* [Stored items]:
___
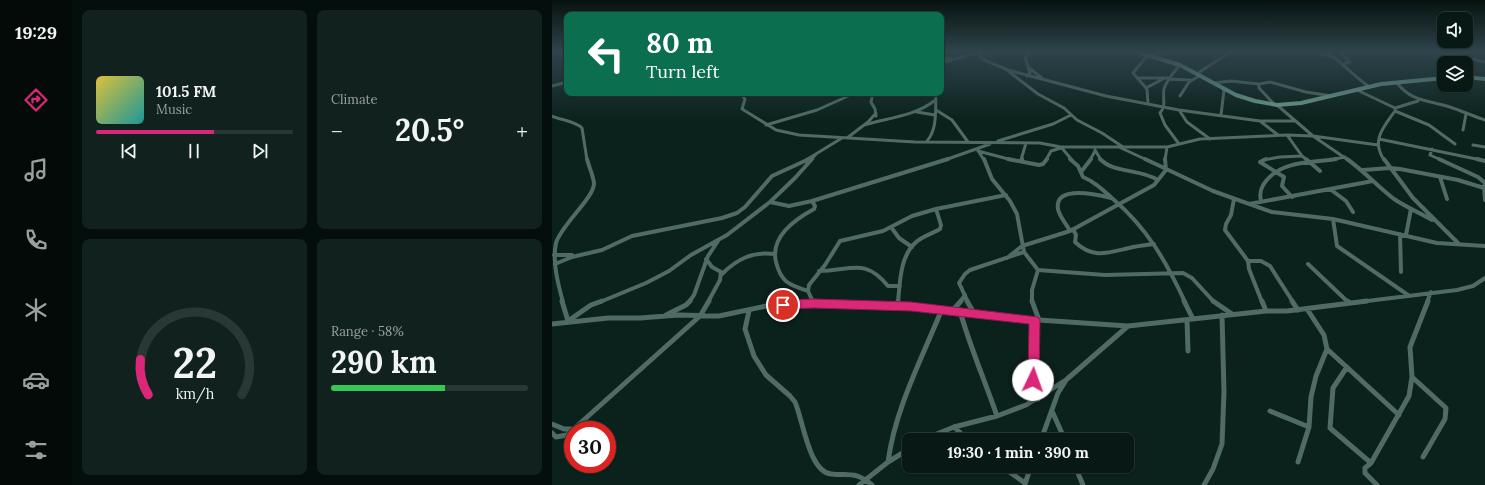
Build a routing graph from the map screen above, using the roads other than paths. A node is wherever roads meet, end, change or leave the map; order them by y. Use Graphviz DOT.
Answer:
graph roads {
  1 [pos="1012,74"];
  2 [pos="1020,74"];
  3 [pos="1029,74"];
  4 [pos="1037,74"];
  5 [pos="1134,74"];
  6 [pos="1172,74"];
  7 [pos="1199,74"];
  8 [pos="1351,74"];
  9 [pos="1027,76"];
  10 [pos="1138,78"];
  11 [pos="1168,78"];
  12 [pos="1473,78"];
  13 [pos="1044,79"];
  14 [pos="1163,79"];
  15 [pos="1437,79"];
  16 [pos="1485,79"];
  17 [pos="1190,80"];
  18 [pos="564,83"];
  19 [pos="1214,83"];
  20 [pos="1397,83"];
  21 [pos="1260,84"];
  22 [pos="552,86"];
  23 [pos="1368,86"];
  24 [pos="1146,88"];
  25 [pos="1224,90"];
  26 [pos="1357,90"];
  27 [pos="743,96"];
  28 [pos="848,96"];
  29 [pos="872,96"];
  30 [pos="935,96"];
  31 [pos="1180,96"];
  32 [pos="1332,96"];
  33 [pos="1418,100"];
  34 [pos="934,101"];
  35 [pos="1148,104"];
  36 [pos="1276,104"];
  37 [pos="1164,108"];
  38 [pos="936,110"];
  39 [pos="1179,110"];
  40 [pos="1395,110"];
  41 [pos="917,112"];
  42 [pos="876,113"];
  43 [pos="1466,114"];
  44 [pos="935,115"];
  45 [pos="1071,115"];
  46 [pos="1221,115"];
  47 [pos="552,116"];
  48 [pos="878,120"];
  49 [pos="1485,120"];
  50 [pos="1260,121"];
  51 [pos="1295,121"];
  52 [pos="766,125"];
  53 [pos="864,125"];
  54 [pos="1464,130"];
  55 [pos="1278,135"];
  56 [pos="1287,135"];
  57 [pos="1313,136"];
  58 [pos="842,138"];
  59 [pos="847,138"];
  60 [pos="1210,139"];
  61 [pos="1379,139"];
  62 [pos="930,141"];
  63 [pos="968,142"];
  64 [pos="992,143"];
  65 [pos="1026,143"];
  66 [pos="1179,144"];
  67 [pos="1455,144"];
  68 [pos="1378,145"];
  69 [pos="1473,145"];
  70 [pos="1061,147"];
  71 [pos="1118,147"];
  72 [pos="1124,147"];
  73 [pos="1167,147"];
  74 [pos="1485,147"];
  75 [pos="1095,149"];
  76 [pos="1432,149"];
  77 [pos="977,150"];
  78 [pos="816,154"];
  79 [pos="1302,156"];
  80 [pos="1345,157"];
  81 [pos="1021,161"];
  82 [pos="1485,161"];
  83 [pos="1309,162"];
  84 [pos="1390,168"];
  85 [pos="1166,170"];
  86 [pos="1363,170"];
  87 [pos="1320,171"];
  88 [pos="1081,172"];
  89 [pos="1274,172"];
  90 [pos="1440,177"];
  91 [pos="1158,180"];
  92 [pos="1373,181"];
  93 [pos="1484,182"];
  94 [pos="1484,188"];
  95 [pos="1330,189"];
  96 [pos="1006,195"];
  97 [pos="1292,196"];
  98 [pos="1114,199"];
  99 [pos="1234,199"];
  100 [pos="1447,199"];
  101 [pos="1485,200"];
  102 [pos="812,201"];
  103 [pos="770,202"];
  104 [pos="1261,202"];
  105 [pos="1118,203"];
  106 [pos="1247,204"];
  107 [pos="936,209"];
  108 [pos="1411,209"];
  109 [pos="1353,212"];
  110 [pos="1333,219"];
  111 [pos="1434,221"];
  112 [pos="891,227"];
  113 [pos="1072,230"];
  114 [pos="1400,234"];
  115 [pos="1406,235"];
  116 [pos="718,240"];
  117 [pos="1154,244"];
  118 [pos="1460,244"];
  119 [pos="1022,246"];
  120 [pos="1485,246"];
  121 [pos="912,247"];
  122 [pos="1024,252"];
  123 [pos="775,254"];
  124 [pos="554,255"];
  125 [pos="579,255"];
  126 [pos="1007,258"];
  127 [pos="706,259"];
  128 [pos="1248,261"];
  129 [pos="554,264"];
  130 [pos="1308,264"];
  131 [pos="1038,270"];
  132 [pos="819,271"];
  133 [pos="1401,272"];
  134 [pos="722,274"];
  135 [pos="1172,274"];
  136 [pos="1485,278"];
  137 [pos="900,286"];
  138 [pos="808,292"];
  139 [pos="1431,292"];
  140 [pos="965,295"];
  141 [pos="1408,295"];
  142 [pos="1349,302"];
  143 [pos="814,303"];
  144 [pos="898,306"];
  145 [pos="1307,308"];
  146 [pos="942,309"];
  147 [pos="952,310"];
  148 [pos="1266,310"];
  149 [pos="1298,310"];
  150 [pos="749,311"];
  151 [pos="960,311"];
  152 [pos="974,313"];
  153 [pos="1233,314"];
  154 [pos="1222,315"];
  155 [pos="664,316"];
  156 [pos="700,316"];
  157 [pos="1193,319"];
  158 [pos="1037,320"];
  159 [pos="1186,320"];
  160 [pos="568,322"];
  161 [pos="552,324"];
  162 [pos="1128,326"];
  163 [pos="1327,349"];
  164 [pos="1188,351"];
  165 [pos="1347,367"];
  166 [pos="1412,377"];
  167 [pos="1066,380"];
  168 [pos="1038,399"];
  169 [pos="1052,410"];
  170 [pos="1270,411"];
  171 [pos="1399,415"];
  172 [pos="997,416"];
  173 [pos="583,421"];
  174 [pos="552,424"];
  175 [pos="954,427"];
  176 [pos="1310,428"];
  177 [pos="564,429"];
  178 [pos="552,433"];
  179 [pos="938,433"];
  180 [pos="960,433"];
  181 [pos="1044,433"];
  182 [pos="1062,433"];
  183 [pos="564,436"];
  184 [pos="902,453"];
  185 [pos="1423,457"];
  186 [pos="888,462"];
  187 [pos="1298,462"];
  188 [pos="1371,463"];
  189 [pos="1010,473"];
  190 [pos="1029,473"];
  191 [pos="1078,473"];
  192 [pos="865,480"];
  193 [pos="1025,484"];
  194 [pos="859,485"];
  195 [pos="872,485"];
  196 [pos="1083,485"];
  197 [pos="1204,485"];
  198 [pos="1377,485"];
  1 -- 45 [label="street"];
  2 -- 9 [label="street"];
  3 -- 9 [label="street"];
  4 -- 13 [label="street"];
  5 -- 10 [label="street"];
  6 -- 11 [label="street"];
  7 -- 17 [label="street"];
  7 -- 19 [label="main road"];
  8 -- 23 [label="street"];
  9 -- 13 [label="street"];
  10 -- 14 [label="street"];
  10 -- 24 [label="street"];
  11 -- 14 [label="street"];
  11 -- 17 [label="street"];
  11 -- 37 [label="street"];
  12 -- 16 [label="main road"];
  13 -- 35 [label="street"];
  14 -- 24 [label="street"];
  15 -- 20 [label="main road"];
  17 -- 31 [label="street"];
  18 -- 22 [label="street"];
  19 -- 21 [label="street"];
  19 -- 25 [label="main road"];
  20 -- 23 [label="main road"];
  20 -- 33 [label="street"];
  21 -- 32 [label="street"];
  21 -- 36 [label="street"];
  23 -- 26 [label="main road"];
  24 -- 35 [label="street"];
  25 -- 36 [label="main road"];
  25 -- 46 [label="street"];
  26 -- 32 [label="main road"];
  26 -- 40 [label="street"];
  27 -- 52 [label="street"];
  28 -- 52 [label="street"];
  29 -- 42 [label="street"];
  30 -- 34 [label="street"];
  32 -- 36 [label="main road"];
  33 -- 40 [label="street"];
  33 -- 43 [label="street"];
  34 -- 38 [label="street"];
  34 -- 41 [label="street"];
  35 -- 37 [label="street"];
  36 -- 51 [label="street"];
  37 -- 39 [label="street"];
  37 -- 66 [label="street"];
  38 -- 44 [label="street"];
  38 -- 63 [label="street"];
  39 -- 46 [label="street"];
  39 -- 60 [label="street"];
  40 -- 61 [label="street"];
  40 -- 67 [label="street"];
  41 -- 44 [label="street"];
  41 -- 48 [label="street"];
  42 -- 48 [label="street"];
  42 -- 53 [label="street"];
  43 -- 49 [label="street"];
  43 -- 54 [label="street"];
  44 -- 62 [label="street"];
  45 -- 64 [label="street"];
  45 -- 72 [label="street"];
  46 -- 50 [label="street"];
  47 -- 124 [label="street"];
  48 -- 53 [label="street"];
  50 -- 51 [label="street"];
  50 -- 55 [label="street"];
  51 -- 57 [label="street"];
  52 -- 58 [label="street"];
  53 -- 59 [label="street"];
  55 -- 56 [label="street"];
  55 -- 60 [label="street"];
  56 -- 57 [label="street"];
  56 -- 79 [label="street"];
  57 -- 68 [label="street"];
  57 -- 80 [label="street"];
  58 -- 59 [label="street"];
  58 -- 78 [label="street"];
  59 -- 62 [label="street"];
  60 -- 66 [label="street"];
  61 -- 68 [label="street"];
  61 -- 76 [label="street"];
  62 -- 63 [label="street"];
  63 -- 64 [label="street"];
  64 -- 65 [label="street"];
  64 -- 77 [label="street"];
  65 -- 70 [label="street"];
  65 -- 81 [label="street"];
  66 -- 73 [label="street"];
  68 -- 84 [label="street"];
  69 -- 74 [label="street"];
  70 -- 75 [label="street"];
  70 -- 81 [label="street"];
  70 -- 88 [label="street"];
  71 -- 72 [label="street"];
  71 -- 75 [label="street"];
  71 -- 85 [label="street"];
  72 -- 73 [label="street"];
  73 -- 85 [label="street"];
  75 -- 88 [label="street"];
  75 -- 91 [label="street"];
  76 -- 82 [label="street"];
  76 -- 93 [label="street"];
  77 -- 81 [label="street"];
  77 -- 96 [label="street"];
  77 -- 102 [label="street"];
  78 -- 103 [label="street"];
  78 -- 125 [label="street"];
  79 -- 83 [label="street"];
  79 -- 89 [label="street"];
  80 -- 83 [label="street"];
  80 -- 86 [label="street"];
  83 -- 87 [label="street"];
  83 -- 89 [label="street"];
  84 -- 86 [label="street"];
  84 -- 90 [label="street"];
  84 -- 111 [label="street"];
  85 -- 91 [label="street"];
  85 -- 99 [label="street"];
  86 -- 92 [label="street"];
  88 -- 98 [label="street"];
  89 -- 97 [label="street"];
  89 -- 104 [label="street"];
  90 -- 94 [label="street"];
  90 -- 100 [label="street"];
  91 -- 105 [label="street"];
  92 -- 95 [label="street"];
  92 -- 108 [label="street"];
  93 -- 94 [label="street"];
  94 -- 101 [label="street"];
  95 -- 97 [label="street"];
  95 -- 109 [label="street"];
  96 -- 107 [label="street"];
  96 -- 119 [label="street"];
  97 -- 104 [label="street"];
  98 -- 105 [label="street"];
  98 -- 113 [label="street"];
  99 -- 106 [label="street"];
  99 -- 128 [label="street"];
  102 -- 103 [label="street"];
  102 -- 123 [label="street"];
  103 -- 116 [label="street"];
  104 -- 106 [label="street"];
  105 -- 113 [label="street"];
  105 -- 117 [label="street"];
  106 -- 110 [label="street"];
  107 -- 112 [label="street"];
  107 -- 121 [label="street"];
  108 -- 111 [label="street"];
  108 -- 115 [label="street"];
  110 -- 114 [label="street"];
  110 -- 141 [label="street"];
  111 -- 118 [label="street"];
  112 -- 121 [label="street"];
  112 -- 132 [label="street"];
  113 -- 117 [label="street"];
  113 -- 119 [label="street"];
  114 -- 115 [label="street"];
  114 -- 133 [label="street"];
  115 -- 118 [label="street"];
  116 -- 127 [label="street"];
  116 -- 160 [label="street"];
  117 -- 135 [label="street"];
  118 -- 120 [label="street"];
  119 -- 122 [label="street"];
  119 -- 126 [label="street"];
  121 -- 137 [label="street"];
  122 -- 126 [label="street"];
  122 -- 131 [label="street"];
  123 -- 134 [label="street"];
  123 -- 138 [label="street"];
  124 -- 125 [label="street"];
  124 -- 129 [label="street"];
  125 -- 129 [label="street"];
  126 -- 140 [label="street"];
  127 -- 134 [label="street"];
  127 -- 155 [label="street"];
  128 -- 148 [label="street"];
  128 -- 149 [label="street"];
  129 -- 160 [label="street"];
  130 -- 142 [label="street"];
  131 -- 135 [label="street"];
  131 -- 158 [label="street"];
  132 -- 137 [label="street"];
  132 -- 138 [label="street"];
  134 -- 156 [label="street"];
  135 -- 153 [label="street"];
  135 -- 157 [label="street"];
  136 -- 139 [label="street"];
  137 -- 144 [label="street"];
  138 -- 143 [label="street"];
  139 -- 141 [label="street"];
  139 -- 166 [label="street"];
  140 -- 147 [label="street"];
  140 -- 152 [label="street"];
  141 -- 142 [label="street"];
  142 -- 145 [label="street"];
  143 -- 144 [label="street"];
  143 -- 150 [label="street"];
  144 -- 146 [label="street"];
  145 -- 149 [label="street"];
  145 -- 163 [label="street"];
  146 -- 147 [label="street"];
  146 -- 186 [label="street"];
  147 -- 151 [label="street"];
  148 -- 149 [label="street"];
  148 -- 153 [label="street"];
  150 -- 156 [label="street"];
  150 -- 192 [label="street"];
  151 -- 152 [label="street"];
  151 -- 172 [label="street"];
  152 -- 158 [label="street"];
  153 -- 154 [label="street"];
  154 -- 157 [label="street"];
  154 -- 197 [label="street"];
  155 -- 156 [label="street"];
  155 -- 160 [label="street"];
  156 -- 173 [label="street"];
  157 -- 159 [label="street"];
  158 -- 162 [label="street"];
  158 -- 168 [label="street"];
  159 -- 162 [label="street"];
  159 -- 164 [label="street"];
  160 -- 161 [label="street"];
  162 -- 167 [label="street"];
  163 -- 165 [label="street"];
  163 -- 176 [label="street"];
  165 -- 171 [label="street"];
  165 -- 188 [label="street"];
  166 -- 171 [label="street"];
  166 -- 185 [label="street"];
  167 -- 168 [label="street"];
  167 -- 169 [label="street"];
  168 -- 172 [label="street"];
  169 -- 181 [label="street"];
  169 -- 182 [label="street"];
  170 -- 176 [label="street"];
  171 -- 188 [label="street"];
  172 -- 175 [label="street"];
  174 -- 177 [label="street"];
  175 -- 179 [label="street"];
  175 -- 180 [label="street"];
  176 -- 187 [label="street"];
  178 -- 183 [label="street"];
  184 -- 186 [label="street"];
  186 -- 192 [label="street"];
  188 -- 198 [label="street"];
  189 -- 193 [label="street"];
  190 -- 193 [label="street"];
  191 -- 196 [label="street"];
  192 -- 194 [label="street"];
  192 -- 195 [label="street"];
}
___
Lines with the word "main" in them are the answer; report each one from the data.

* [Answer space]:
  7 -- 19 [label="main road"];
  12 -- 16 [label="main road"];
  15 -- 20 [label="main road"];
  19 -- 25 [label="main road"];
  20 -- 23 [label="main road"];
  23 -- 26 [label="main road"];
  25 -- 36 [label="main road"];
  26 -- 32 [label="main road"];
  32 -- 36 [label="main road"];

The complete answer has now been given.